▶ _What is required_:
Down to the final line, return the records unchanged.

-------

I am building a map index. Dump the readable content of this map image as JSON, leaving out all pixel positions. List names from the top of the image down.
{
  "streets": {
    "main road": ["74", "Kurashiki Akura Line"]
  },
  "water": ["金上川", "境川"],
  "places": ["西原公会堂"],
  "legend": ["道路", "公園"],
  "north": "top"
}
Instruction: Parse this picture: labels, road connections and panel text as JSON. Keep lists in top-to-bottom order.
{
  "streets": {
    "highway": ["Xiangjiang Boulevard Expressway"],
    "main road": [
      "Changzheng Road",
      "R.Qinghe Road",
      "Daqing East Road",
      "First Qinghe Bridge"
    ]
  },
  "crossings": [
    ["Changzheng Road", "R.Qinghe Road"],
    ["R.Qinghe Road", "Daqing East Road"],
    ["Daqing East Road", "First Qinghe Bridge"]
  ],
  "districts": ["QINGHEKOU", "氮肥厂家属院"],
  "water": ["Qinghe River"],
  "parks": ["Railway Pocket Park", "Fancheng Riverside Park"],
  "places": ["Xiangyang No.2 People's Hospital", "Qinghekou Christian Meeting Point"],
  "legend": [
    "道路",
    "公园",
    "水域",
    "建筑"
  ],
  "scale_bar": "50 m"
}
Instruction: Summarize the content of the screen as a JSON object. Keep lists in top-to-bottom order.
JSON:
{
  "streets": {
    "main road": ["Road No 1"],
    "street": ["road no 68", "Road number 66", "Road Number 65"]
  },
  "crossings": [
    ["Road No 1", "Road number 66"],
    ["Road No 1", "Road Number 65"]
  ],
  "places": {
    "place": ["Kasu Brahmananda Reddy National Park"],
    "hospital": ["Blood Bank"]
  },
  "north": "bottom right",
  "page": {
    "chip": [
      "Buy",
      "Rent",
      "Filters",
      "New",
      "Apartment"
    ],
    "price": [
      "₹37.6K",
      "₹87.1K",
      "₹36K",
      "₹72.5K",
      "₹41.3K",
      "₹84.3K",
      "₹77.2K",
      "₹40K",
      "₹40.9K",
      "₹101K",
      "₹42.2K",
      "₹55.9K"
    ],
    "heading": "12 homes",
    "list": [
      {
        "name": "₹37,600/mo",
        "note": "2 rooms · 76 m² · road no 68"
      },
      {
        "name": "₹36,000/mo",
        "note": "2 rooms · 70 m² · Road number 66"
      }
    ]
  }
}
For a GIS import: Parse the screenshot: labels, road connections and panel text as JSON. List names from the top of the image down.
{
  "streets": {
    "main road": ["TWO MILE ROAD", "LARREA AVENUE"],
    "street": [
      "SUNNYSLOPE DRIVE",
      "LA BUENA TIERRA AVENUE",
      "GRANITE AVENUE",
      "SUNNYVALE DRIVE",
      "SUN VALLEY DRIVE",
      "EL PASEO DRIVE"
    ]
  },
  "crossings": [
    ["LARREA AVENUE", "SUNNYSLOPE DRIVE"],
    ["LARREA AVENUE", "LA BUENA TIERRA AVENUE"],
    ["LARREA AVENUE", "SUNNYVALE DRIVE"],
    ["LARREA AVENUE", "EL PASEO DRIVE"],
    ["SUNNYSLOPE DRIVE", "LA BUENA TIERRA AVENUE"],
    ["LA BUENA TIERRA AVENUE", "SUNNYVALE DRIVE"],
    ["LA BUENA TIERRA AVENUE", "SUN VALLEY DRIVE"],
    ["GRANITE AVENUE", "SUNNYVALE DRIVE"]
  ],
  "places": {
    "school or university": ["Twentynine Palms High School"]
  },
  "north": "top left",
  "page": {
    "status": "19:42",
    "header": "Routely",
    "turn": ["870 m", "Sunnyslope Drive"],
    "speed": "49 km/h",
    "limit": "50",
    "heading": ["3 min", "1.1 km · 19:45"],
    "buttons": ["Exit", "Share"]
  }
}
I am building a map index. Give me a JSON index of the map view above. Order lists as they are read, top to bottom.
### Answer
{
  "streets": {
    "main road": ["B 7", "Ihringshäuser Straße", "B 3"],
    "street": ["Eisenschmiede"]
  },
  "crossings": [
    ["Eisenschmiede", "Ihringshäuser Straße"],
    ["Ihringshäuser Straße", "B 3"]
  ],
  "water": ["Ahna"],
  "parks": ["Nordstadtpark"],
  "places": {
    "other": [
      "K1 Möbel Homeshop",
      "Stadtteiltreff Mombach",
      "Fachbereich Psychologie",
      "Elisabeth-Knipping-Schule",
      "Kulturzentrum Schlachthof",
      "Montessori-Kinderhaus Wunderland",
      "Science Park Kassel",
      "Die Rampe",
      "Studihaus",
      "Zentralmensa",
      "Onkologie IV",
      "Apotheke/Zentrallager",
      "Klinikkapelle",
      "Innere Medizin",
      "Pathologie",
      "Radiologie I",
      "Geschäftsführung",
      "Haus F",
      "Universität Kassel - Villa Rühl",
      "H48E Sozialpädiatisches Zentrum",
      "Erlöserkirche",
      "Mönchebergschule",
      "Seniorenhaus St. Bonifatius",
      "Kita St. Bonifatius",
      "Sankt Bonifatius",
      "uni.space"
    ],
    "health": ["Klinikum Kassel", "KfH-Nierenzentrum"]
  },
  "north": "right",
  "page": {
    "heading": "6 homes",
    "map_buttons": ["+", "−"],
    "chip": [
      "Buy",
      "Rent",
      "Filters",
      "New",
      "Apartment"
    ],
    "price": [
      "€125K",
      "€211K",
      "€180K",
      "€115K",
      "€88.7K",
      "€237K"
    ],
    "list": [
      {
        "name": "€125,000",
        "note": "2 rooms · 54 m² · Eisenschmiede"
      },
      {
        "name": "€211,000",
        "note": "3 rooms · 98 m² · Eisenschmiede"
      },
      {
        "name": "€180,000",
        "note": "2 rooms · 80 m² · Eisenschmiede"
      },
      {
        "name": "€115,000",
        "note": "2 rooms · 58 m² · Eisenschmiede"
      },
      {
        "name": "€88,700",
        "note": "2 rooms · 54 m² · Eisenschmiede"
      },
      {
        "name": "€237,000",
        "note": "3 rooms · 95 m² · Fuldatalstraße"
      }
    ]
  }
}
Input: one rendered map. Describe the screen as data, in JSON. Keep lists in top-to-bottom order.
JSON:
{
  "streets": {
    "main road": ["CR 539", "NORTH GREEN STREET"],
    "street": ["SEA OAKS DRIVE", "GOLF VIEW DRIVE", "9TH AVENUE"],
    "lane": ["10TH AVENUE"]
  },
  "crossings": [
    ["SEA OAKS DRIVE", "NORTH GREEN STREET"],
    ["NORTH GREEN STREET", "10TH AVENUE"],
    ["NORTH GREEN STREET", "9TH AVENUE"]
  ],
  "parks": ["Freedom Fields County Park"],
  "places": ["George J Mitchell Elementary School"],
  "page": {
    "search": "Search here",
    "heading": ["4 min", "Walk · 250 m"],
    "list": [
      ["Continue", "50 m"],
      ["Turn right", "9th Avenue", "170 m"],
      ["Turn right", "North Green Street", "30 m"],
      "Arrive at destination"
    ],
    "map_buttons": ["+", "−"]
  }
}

-------

▶ _Response to the exercise_:
I am building a map index. Dump the readable content of this map image as JSON, leaving out all pixel positions. List names from the top of the image down.
{
  "streets": {
    "main road": ["74", "Kurashiki Akura Line"]
  },
  "water": ["金上川", "境川"],
  "places": ["西原公会堂"],
  "legend": ["道路", "公園"],
  "north": "top"
}
Instruction: Parse this picture: labels, road connections and panel text as JSON. Keep lists in top-to-bottom order.
{
  "streets": {
    "highway": ["Xiangjiang Boulevard Expressway"],
    "main road": [
      "Changzheng Road",
      "R.Qinghe Road",
      "Daqing East Road",
      "First Qinghe Bridge"
    ]
  },
  "crossings": [
    ["Changzheng Road", "R.Qinghe Road"],
    ["R.Qinghe Road", "Daqing East Road"],
    ["Daqing East Road", "First Qinghe Bridge"]
  ],
  "districts": ["QINGHEKOU", "氮肥厂家属院"],
  "water": ["Qinghe River"],
  "parks": ["Railway Pocket Park", "Fancheng Riverside Park"],
  "places": ["Xiangyang No.2 People's Hospital", "Qinghekou Christian Meeting Point"],
  "legend": [
    "道路",
    "公园",
    "水域",
    "建筑"
  ],
  "scale_bar": "50 m"
}
Instruction: Summarize the content of the screen as a JSON object. Keep lists in top-to-bottom order.
JSON:
{
  "streets": {
    "main road": ["Road No 1"],
    "street": ["road no 68", "Road number 66", "Road Number 65"]
  },
  "crossings": [
    ["Road No 1", "Road number 66"],
    ["Road No 1", "Road Number 65"]
  ],
  "places": {
    "place": ["Kasu Brahmananda Reddy National Park"],
    "hospital": ["Blood Bank"]
  },
  "north": "bottom right",
  "page": {
    "chip": [
      "Buy",
      "Rent",
      "Filters",
      "New",
      "Apartment"
    ],
    "price": [
      "₹37.6K",
      "₹87.1K",
      "₹36K",
      "₹72.5K",
      "₹41.3K",
      "₹84.3K",
      "₹77.2K",
      "₹40K",
      "₹40.9K",
      "₹101K",
      "₹42.2K",
      "₹55.9K"
    ],
    "heading": "12 homes",
    "list": [
      {
        "name": "₹37,600/mo",
        "note": "2 rooms · 76 m² · road no 68"
      },
      {
        "name": "₹36,000/mo",
        "note": "2 rooms · 70 m² · Road number 66"
      }
    ]
  }
}
For a GIS import: Parse the screenshot: labels, road connections and panel text as JSON. List names from the top of the image down.
{
  "streets": {
    "main road": ["TWO MILE ROAD", "LARREA AVENUE"],
    "street": [
      "SUNNYSLOPE DRIVE",
      "LA BUENA TIERRA AVENUE",
      "GRANITE AVENUE",
      "SUNNYVALE DRIVE",
      "SUN VALLEY DRIVE",
      "EL PASEO DRIVE"
    ]
  },
  "crossings": [
    ["LARREA AVENUE", "SUNNYSLOPE DRIVE"],
    ["LARREA AVENUE", "LA BUENA TIERRA AVENUE"],
    ["LARREA AVENUE", "SUNNYVALE DRIVE"],
    ["LARREA AVENUE", "EL PASEO DRIVE"],
    ["SUNNYSLOPE DRIVE", "LA BUENA TIERRA AVENUE"],
    ["LA BUENA TIERRA AVENUE", "SUNNYVALE DRIVE"],
    ["LA BUENA TIERRA AVENUE", "SUN VALLEY DRIVE"],
    ["GRANITE AVENUE", "SUNNYVALE DRIVE"]
  ],
  "places": {
    "school or university": ["Twentynine Palms High School"]
  },
  "north": "top left",
  "page": {
    "status": "19:42",
    "header": "Routely",
    "turn": ["870 m", "Sunnyslope Drive"],
    "speed": "49 km/h",
    "limit": "50",
    "heading": ["3 min", "1.1 km · 19:45"],
    "buttons": ["Exit", "Share"]
  }
}
I am building a map index. Give me a JSON index of the map view above. Order lists as they are read, top to bottom.
### Answer
{
  "streets": {
    "main road": ["B 7", "Ihringshäuser Straße", "B 3"],
    "street": ["Eisenschmiede"]
  },
  "crossings": [
    ["Eisenschmiede", "Ihringshäuser Straße"],
    ["Ihringshäuser Straße", "B 3"]
  ],
  "water": ["Ahna"],
  "parks": ["Nordstadtpark"],
  "places": {
    "other": [
      "K1 Möbel Homeshop",
      "Stadtteiltreff Mombach",
      "Fachbereich Psychologie",
      "Elisabeth-Knipping-Schule",
      "Kulturzentrum Schlachthof",
      "Montessori-Kinderhaus Wunderland",
      "Science Park Kassel",
      "Die Rampe",
      "Studihaus",
      "Zentralmensa",
      "Onkologie IV",
      "Apotheke/Zentrallager",
      "Klinikkapelle",
      "Innere Medizin",
      "Pathologie",
      "Radiologie I",
      "Geschäftsführung",
      "Haus F",
      "Universität Kassel - Villa Rühl",
      "H48E Sozialpädiatisches Zentrum",
      "Erlöserkirche",
      "Mönchebergschule",
      "Seniorenhaus St. Bonifatius",
      "Kita St. Bonifatius",
      "Sankt Bonifatius",
      "uni.space"
    ],
    "health": ["Klinikum Kassel", "KfH-Nierenzentrum"]
  },
  "north": "right",
  "page": {
    "heading": "6 homes",
    "map_buttons": ["+", "−"],
    "chip": [
      "Buy",
      "Rent",
      "Filters",
      "New",
      "Apartment"
    ],
    "price": [
      "€125K",
      "€211K",
      "€180K",
      "€115K",
      "€88.7K",
      "€237K"
    ],
    "list": [
      {
        "name": "€125,000",
        "note": "2 rooms · 54 m² · Eisenschmiede"
      },
      {
        "name": "€211,000",
        "note": "3 rooms · 98 m² · Eisenschmiede"
      },
      {
        "name": "€180,000",
        "note": "2 rooms · 80 m² · Eisenschmiede"
      },
      {
        "name": "€115,000",
        "note": "2 rooms · 58 m² · Eisenschmiede"
      },
      {
        "name": "€88,700",
        "note": "2 rooms · 54 m² · Eisenschmiede"
      },
      {
        "name": "€237,000",
        "note": "3 rooms · 95 m² · Fuldatalstraße"
      }
    ]
  }
}
Input: one rendered map. Describe the screen as data, in JSON. Keep lists in top-to-bottom order.
JSON:
{
  "streets": {
    "main road": ["CR 539", "NORTH GREEN STREET"],
    "street": ["SEA OAKS DRIVE", "GOLF VIEW DRIVE", "9TH AVENUE"],
    "lane": ["10TH AVENUE"]
  },
  "crossings": [
    ["SEA OAKS DRIVE", "NORTH GREEN STREET"],
    ["NORTH GREEN STREET", "10TH AVENUE"],
    ["NORTH GREEN STREET", "9TH AVENUE"]
  ],
  "parks": ["Freedom Fields County Park"],
  "places": ["George J Mitchell Elementary School"],
  "page": {
    "search": "Search here",
    "heading": ["4 min", "Walk · 250 m"],
    "list": [
      ["Continue", "50 m"],
      ["Turn right", "9th Avenue", "170 m"],
      ["Turn right", "North Green Street", "30 m"],
      "Arrive at destination"
    ],
    "map_buttons": ["+", "−"]
  }
}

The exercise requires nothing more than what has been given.